Records excerpted from a collection:
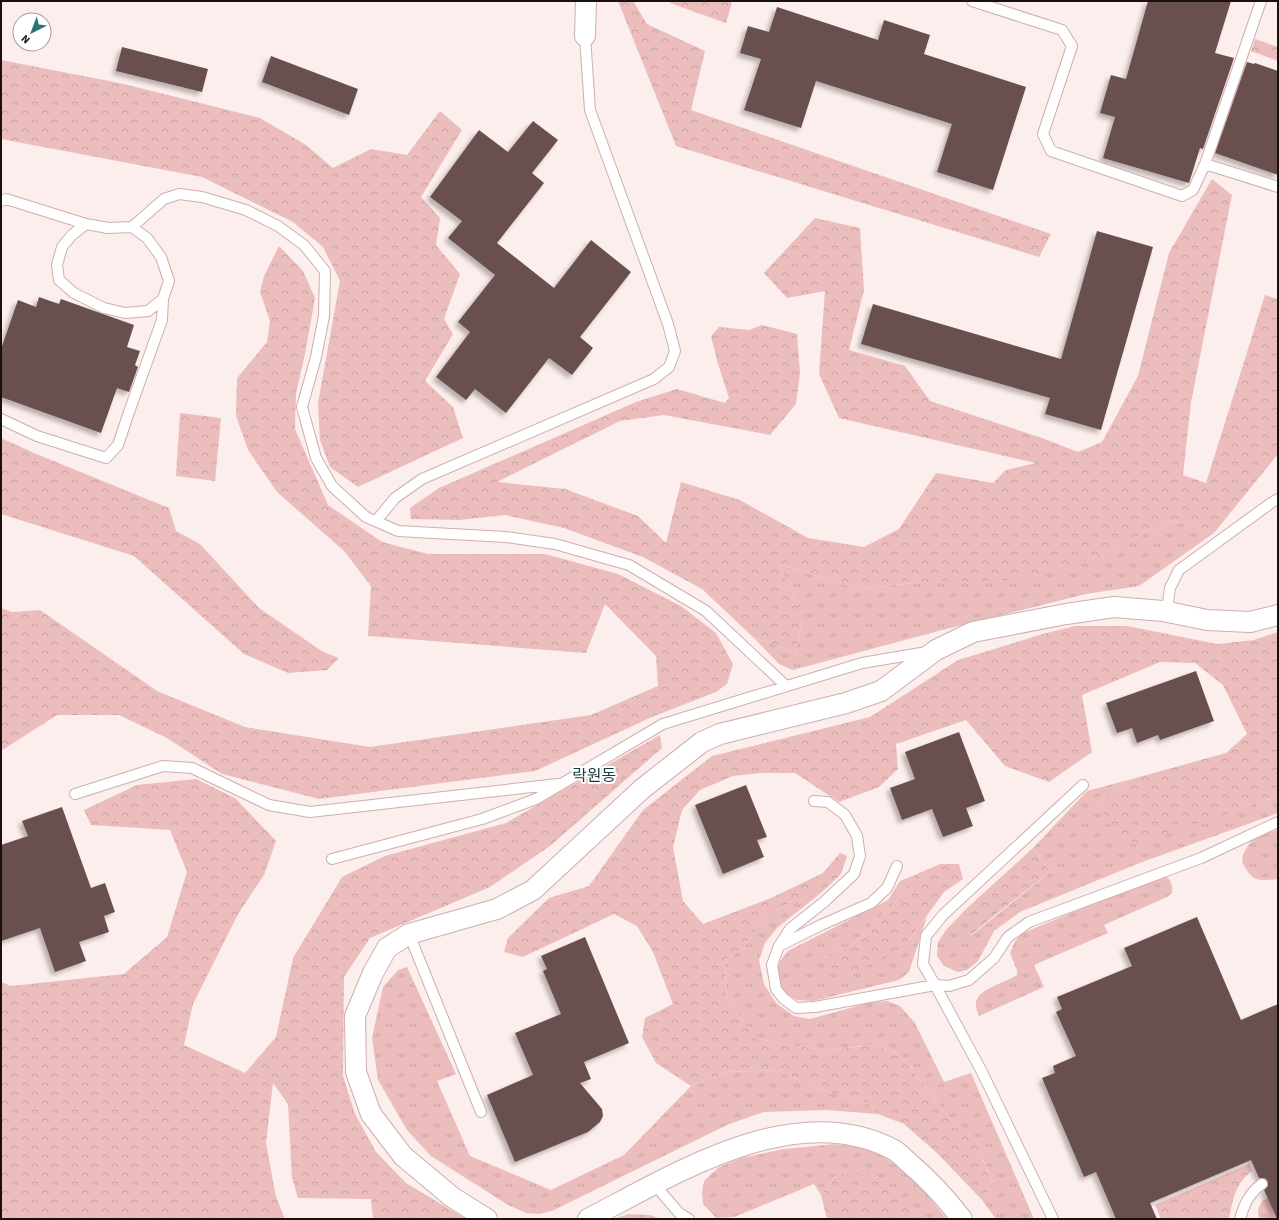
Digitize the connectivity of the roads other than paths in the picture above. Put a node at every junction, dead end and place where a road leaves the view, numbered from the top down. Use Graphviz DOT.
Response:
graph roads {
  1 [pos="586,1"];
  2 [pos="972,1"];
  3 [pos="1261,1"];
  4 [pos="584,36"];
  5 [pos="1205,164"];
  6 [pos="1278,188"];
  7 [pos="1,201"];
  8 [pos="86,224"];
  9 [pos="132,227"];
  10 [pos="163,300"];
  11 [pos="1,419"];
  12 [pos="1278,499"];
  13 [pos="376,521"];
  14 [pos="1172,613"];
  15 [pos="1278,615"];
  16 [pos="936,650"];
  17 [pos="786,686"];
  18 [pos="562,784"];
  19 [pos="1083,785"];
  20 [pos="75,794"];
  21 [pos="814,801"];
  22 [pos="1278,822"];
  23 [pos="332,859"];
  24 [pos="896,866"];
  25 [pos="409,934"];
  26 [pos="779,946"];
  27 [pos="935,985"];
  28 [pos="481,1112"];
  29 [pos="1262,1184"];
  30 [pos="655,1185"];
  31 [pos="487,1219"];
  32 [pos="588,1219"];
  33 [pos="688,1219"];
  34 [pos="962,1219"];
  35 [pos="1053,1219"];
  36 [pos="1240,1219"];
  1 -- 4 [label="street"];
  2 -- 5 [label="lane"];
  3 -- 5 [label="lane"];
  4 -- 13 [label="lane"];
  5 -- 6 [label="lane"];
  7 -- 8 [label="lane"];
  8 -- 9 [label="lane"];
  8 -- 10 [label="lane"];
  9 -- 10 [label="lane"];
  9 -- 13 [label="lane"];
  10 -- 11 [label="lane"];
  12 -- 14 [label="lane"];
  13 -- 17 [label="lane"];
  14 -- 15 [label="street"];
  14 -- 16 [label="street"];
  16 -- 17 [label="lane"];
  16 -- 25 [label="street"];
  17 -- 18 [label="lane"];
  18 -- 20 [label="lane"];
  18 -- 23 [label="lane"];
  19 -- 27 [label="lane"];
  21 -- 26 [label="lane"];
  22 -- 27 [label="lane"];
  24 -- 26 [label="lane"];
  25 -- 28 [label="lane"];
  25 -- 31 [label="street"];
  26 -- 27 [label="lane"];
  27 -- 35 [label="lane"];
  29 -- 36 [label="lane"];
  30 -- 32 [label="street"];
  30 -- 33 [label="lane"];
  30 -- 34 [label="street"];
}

Assignment
Would you copy each line of the records that contains "street"?

Output
  1 -- 4 [label="street"];
  14 -- 15 [label="street"];
  14 -- 16 [label="street"];
  16 -- 25 [label="street"];
  25 -- 31 [label="street"];
  30 -- 32 [label="street"];
  30 -- 34 [label="street"];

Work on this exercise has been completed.